▶ _Task prompt_: When you find the word "Attoh" in a line of the entries, please copy the whole line.

(Dataset entries)
'''

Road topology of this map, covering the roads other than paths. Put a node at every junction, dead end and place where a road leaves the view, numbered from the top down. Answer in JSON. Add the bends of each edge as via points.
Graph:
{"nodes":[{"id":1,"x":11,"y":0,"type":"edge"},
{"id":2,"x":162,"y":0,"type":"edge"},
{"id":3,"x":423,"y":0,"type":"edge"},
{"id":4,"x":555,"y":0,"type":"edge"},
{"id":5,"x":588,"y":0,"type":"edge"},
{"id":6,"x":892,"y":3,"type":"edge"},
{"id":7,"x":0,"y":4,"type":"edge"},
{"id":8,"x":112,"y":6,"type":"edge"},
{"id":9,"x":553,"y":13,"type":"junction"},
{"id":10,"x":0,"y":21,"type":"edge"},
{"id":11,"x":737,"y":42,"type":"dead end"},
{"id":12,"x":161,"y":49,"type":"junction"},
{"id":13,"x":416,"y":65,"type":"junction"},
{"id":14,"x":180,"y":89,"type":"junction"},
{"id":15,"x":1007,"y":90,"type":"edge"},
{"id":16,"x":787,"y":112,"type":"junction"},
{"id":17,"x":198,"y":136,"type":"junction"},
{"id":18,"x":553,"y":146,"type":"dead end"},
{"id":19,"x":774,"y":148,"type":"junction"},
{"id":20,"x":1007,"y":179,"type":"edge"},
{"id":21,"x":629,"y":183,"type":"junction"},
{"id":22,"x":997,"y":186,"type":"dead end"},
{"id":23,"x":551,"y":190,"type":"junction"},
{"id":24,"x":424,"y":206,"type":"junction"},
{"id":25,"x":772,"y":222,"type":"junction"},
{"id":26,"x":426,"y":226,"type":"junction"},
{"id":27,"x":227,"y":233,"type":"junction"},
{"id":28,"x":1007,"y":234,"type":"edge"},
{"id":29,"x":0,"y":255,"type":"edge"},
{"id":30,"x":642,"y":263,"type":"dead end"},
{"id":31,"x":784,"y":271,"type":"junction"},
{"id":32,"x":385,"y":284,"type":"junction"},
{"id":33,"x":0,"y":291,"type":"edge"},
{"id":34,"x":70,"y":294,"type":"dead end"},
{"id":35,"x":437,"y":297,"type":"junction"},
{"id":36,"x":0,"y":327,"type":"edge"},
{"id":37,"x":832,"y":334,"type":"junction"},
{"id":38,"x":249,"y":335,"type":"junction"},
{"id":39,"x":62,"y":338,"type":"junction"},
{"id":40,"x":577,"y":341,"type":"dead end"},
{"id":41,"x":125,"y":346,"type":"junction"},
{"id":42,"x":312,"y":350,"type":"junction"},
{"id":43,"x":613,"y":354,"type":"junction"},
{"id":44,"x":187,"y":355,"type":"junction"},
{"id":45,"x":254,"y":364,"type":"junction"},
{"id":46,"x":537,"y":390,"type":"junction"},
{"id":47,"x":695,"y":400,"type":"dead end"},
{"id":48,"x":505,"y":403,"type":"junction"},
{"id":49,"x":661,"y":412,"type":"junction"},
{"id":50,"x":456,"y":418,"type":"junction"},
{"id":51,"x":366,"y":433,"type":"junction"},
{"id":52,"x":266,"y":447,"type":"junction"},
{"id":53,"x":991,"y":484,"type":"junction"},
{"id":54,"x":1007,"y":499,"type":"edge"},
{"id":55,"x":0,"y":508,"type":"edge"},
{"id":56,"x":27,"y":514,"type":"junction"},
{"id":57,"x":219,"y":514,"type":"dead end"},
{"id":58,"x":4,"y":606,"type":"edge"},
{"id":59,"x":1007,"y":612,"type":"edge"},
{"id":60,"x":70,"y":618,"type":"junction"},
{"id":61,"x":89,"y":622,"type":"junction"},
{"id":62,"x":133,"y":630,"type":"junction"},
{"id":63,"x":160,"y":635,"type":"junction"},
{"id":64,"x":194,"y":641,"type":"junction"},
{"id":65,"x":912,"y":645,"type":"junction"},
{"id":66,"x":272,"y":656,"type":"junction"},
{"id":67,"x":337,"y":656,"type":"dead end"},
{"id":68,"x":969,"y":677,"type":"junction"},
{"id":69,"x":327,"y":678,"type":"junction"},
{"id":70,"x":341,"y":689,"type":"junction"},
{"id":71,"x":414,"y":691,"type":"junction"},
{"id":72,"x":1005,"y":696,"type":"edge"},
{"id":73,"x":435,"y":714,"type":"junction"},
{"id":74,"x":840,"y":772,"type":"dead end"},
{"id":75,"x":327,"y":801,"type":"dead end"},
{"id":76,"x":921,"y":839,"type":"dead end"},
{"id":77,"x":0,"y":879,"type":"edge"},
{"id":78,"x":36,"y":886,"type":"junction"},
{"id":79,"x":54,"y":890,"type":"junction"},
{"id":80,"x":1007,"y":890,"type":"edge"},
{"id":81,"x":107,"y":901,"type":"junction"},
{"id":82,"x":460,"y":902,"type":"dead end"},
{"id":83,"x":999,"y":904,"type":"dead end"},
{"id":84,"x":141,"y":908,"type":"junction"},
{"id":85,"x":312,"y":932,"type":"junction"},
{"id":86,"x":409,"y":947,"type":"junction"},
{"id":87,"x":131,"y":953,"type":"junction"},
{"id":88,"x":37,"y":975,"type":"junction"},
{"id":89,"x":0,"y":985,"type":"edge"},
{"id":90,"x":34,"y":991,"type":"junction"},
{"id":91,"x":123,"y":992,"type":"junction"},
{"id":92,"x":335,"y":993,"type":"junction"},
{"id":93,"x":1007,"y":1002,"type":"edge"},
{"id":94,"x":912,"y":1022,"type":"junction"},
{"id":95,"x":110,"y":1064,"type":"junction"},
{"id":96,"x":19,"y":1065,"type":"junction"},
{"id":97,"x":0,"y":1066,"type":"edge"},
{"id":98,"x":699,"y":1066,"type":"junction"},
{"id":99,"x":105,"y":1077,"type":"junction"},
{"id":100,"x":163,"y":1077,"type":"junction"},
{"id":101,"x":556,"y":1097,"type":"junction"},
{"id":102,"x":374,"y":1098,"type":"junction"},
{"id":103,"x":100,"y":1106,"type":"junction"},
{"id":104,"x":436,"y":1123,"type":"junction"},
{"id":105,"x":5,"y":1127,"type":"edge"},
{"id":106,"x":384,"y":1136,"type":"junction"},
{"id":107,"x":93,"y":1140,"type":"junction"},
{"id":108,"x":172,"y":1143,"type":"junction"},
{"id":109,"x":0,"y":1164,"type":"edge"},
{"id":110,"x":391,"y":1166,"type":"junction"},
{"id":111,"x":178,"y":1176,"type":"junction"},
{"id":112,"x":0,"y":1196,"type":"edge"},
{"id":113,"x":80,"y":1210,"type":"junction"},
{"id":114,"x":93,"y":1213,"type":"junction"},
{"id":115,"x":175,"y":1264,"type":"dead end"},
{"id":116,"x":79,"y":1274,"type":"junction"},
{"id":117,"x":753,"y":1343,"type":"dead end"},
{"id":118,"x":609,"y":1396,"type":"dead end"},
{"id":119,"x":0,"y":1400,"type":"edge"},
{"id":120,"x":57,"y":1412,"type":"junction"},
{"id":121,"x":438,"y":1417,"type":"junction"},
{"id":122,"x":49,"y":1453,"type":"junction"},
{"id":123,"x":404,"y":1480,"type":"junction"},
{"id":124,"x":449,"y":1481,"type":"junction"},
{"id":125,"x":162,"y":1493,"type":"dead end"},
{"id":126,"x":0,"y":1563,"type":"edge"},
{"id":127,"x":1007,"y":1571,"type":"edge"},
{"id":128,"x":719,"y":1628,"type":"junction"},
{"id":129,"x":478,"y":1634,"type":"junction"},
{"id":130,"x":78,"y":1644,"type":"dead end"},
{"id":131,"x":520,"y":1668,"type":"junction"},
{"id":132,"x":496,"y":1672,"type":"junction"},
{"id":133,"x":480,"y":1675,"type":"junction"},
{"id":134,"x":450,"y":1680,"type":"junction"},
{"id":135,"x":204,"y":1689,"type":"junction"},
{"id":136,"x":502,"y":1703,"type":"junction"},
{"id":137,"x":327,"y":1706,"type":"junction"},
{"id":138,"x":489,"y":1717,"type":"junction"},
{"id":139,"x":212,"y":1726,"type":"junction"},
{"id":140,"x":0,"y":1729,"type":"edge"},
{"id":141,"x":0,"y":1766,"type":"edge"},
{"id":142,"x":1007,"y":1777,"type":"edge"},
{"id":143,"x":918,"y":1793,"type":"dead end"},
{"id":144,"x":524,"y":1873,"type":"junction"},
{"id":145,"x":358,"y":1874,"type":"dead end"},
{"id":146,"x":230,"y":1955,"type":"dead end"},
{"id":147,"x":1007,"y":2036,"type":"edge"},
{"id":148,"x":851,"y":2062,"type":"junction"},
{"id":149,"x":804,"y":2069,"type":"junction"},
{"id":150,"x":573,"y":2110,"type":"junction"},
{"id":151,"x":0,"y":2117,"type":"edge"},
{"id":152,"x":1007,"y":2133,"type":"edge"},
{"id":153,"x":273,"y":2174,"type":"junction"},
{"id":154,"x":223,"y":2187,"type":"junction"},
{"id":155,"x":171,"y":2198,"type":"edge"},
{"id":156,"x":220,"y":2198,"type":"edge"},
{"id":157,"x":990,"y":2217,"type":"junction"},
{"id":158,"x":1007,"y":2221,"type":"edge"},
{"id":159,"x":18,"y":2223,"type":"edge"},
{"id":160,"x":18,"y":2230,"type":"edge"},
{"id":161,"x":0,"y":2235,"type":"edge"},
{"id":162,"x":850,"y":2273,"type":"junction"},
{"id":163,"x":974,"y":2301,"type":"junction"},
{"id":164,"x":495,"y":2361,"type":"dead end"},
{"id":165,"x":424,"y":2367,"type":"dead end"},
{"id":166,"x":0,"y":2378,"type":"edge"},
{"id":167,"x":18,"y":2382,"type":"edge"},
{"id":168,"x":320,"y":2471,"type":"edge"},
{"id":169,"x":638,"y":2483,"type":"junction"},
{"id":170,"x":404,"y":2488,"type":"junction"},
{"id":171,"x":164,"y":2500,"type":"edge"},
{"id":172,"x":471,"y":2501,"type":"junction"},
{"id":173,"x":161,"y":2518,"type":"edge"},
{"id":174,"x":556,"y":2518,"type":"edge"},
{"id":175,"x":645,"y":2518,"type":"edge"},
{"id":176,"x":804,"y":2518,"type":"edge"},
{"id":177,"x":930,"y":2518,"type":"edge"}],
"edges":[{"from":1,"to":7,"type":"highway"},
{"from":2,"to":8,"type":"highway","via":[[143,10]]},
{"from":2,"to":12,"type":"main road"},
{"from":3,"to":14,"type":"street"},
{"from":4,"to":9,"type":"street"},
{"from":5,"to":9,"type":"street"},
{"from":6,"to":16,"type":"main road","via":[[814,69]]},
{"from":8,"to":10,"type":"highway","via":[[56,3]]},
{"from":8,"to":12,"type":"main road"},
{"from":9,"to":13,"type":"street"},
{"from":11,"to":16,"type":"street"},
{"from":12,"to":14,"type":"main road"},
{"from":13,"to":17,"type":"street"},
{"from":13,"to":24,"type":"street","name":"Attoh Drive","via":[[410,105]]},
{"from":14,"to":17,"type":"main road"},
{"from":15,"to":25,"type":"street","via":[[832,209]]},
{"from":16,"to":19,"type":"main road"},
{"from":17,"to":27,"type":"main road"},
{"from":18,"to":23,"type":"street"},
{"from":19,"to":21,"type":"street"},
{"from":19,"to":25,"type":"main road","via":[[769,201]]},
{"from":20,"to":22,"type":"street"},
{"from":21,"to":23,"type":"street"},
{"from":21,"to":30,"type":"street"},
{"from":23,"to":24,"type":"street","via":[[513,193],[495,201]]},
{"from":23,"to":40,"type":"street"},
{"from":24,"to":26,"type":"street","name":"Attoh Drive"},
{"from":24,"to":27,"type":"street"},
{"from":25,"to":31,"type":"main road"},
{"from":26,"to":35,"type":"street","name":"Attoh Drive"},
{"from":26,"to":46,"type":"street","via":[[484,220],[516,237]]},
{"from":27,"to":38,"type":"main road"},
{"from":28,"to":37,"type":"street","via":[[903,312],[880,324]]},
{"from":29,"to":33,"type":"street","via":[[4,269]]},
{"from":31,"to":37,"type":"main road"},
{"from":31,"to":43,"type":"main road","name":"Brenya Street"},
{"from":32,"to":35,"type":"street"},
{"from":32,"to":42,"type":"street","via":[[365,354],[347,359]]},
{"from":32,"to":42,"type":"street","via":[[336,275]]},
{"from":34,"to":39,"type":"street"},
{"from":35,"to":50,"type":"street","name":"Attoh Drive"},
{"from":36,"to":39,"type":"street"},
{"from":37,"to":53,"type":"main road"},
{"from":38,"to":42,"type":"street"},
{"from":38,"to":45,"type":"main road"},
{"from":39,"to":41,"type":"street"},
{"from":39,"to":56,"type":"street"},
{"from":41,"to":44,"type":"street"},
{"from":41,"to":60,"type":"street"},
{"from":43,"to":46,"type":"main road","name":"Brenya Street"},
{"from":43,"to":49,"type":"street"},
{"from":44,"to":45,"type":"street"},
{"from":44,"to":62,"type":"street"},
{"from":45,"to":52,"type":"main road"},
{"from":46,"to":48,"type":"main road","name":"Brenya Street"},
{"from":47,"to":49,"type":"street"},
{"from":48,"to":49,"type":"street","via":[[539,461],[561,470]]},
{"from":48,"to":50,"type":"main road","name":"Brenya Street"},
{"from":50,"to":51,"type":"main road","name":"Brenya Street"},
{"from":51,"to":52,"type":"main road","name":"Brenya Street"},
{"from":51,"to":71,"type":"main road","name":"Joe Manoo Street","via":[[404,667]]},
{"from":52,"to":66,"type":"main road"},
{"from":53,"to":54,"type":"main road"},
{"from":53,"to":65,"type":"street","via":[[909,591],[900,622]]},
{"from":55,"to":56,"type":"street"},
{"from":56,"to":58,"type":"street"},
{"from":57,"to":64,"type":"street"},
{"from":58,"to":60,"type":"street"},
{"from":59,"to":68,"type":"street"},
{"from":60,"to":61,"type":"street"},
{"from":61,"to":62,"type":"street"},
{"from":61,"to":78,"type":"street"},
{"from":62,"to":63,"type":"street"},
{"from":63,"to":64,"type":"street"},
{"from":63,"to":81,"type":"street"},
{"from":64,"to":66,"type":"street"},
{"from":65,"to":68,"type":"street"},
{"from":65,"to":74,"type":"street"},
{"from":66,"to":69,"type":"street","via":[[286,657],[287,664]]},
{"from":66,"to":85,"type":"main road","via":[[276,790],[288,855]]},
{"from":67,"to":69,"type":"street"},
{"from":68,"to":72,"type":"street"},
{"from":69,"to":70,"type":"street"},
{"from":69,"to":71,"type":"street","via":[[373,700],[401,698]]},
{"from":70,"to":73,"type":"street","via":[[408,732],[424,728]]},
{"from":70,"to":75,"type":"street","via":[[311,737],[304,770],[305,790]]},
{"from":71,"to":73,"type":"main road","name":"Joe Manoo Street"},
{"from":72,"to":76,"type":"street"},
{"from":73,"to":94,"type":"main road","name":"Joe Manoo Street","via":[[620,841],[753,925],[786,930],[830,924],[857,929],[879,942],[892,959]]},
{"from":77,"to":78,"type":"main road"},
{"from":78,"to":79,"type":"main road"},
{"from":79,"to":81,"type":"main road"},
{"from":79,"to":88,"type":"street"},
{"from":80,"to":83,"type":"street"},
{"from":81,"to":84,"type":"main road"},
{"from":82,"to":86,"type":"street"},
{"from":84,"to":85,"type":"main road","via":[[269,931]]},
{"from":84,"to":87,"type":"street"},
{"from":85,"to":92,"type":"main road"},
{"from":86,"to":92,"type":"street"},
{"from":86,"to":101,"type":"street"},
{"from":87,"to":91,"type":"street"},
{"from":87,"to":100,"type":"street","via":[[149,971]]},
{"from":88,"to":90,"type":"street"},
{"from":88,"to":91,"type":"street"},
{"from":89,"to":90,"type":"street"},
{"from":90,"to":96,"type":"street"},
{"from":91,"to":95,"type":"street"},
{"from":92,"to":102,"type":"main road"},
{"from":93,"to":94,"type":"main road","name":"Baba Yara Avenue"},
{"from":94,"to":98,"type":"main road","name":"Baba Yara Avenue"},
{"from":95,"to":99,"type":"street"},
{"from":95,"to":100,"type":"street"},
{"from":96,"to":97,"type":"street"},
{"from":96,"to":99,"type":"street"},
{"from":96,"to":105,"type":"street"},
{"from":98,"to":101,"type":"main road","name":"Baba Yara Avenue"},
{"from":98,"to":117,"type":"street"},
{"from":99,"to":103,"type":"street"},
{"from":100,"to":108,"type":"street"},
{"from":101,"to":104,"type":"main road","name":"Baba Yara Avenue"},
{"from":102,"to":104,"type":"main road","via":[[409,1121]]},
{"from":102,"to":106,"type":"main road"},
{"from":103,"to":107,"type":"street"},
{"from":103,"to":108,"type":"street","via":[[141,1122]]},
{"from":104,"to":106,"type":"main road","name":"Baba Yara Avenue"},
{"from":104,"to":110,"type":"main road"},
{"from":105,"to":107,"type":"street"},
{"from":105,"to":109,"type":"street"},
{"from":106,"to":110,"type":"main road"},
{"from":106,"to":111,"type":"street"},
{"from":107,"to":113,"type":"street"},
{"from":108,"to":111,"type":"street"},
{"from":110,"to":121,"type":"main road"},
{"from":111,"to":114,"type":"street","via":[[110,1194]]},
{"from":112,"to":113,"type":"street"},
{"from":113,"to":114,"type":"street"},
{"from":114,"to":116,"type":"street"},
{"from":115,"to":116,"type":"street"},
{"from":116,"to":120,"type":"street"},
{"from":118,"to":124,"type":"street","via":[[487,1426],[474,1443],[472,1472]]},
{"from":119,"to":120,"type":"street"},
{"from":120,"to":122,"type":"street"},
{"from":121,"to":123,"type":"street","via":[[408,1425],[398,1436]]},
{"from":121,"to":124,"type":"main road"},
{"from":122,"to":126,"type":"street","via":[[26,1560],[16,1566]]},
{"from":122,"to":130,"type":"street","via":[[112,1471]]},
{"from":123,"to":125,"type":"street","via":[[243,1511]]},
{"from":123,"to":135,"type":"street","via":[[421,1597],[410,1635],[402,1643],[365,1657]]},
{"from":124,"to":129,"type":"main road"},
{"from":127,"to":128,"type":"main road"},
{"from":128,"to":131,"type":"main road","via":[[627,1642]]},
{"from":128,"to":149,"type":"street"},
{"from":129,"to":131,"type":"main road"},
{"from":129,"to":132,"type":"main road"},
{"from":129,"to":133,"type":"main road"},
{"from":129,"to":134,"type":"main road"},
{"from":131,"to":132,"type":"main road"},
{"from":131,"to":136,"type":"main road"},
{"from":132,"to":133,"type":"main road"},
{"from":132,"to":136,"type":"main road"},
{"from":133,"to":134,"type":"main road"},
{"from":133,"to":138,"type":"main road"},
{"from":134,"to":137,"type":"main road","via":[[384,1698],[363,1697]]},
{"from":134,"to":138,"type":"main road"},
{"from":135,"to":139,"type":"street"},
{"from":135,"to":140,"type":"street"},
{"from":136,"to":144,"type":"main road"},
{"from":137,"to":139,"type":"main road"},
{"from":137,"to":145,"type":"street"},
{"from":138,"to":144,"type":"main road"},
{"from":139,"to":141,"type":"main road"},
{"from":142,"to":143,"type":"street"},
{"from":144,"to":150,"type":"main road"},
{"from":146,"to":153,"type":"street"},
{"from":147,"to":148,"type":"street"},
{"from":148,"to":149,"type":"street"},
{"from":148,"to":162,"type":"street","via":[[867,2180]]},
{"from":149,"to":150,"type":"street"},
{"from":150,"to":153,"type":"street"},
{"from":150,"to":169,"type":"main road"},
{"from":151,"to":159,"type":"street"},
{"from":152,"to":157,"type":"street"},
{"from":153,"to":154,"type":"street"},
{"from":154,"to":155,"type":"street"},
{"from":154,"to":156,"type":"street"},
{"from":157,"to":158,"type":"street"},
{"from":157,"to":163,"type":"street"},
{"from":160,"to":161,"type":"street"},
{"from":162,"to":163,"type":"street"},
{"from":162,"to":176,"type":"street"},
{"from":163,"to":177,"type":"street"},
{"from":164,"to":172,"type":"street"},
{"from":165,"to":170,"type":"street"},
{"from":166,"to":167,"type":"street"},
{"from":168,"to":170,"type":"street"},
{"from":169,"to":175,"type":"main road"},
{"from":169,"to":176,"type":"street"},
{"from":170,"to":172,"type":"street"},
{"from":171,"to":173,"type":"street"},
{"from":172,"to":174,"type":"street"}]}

'''

▶ _Task result_:
{"from":13,"to":24,"type":"street","name":"Attoh Drive","via":[[410,105]]},
{"from":24,"to":26,"type":"street","name":"Attoh Drive"},
{"from":26,"to":35,"type":"street","name":"Attoh Drive"},
{"from":35,"to":50,"type":"street","name":"Attoh Drive"},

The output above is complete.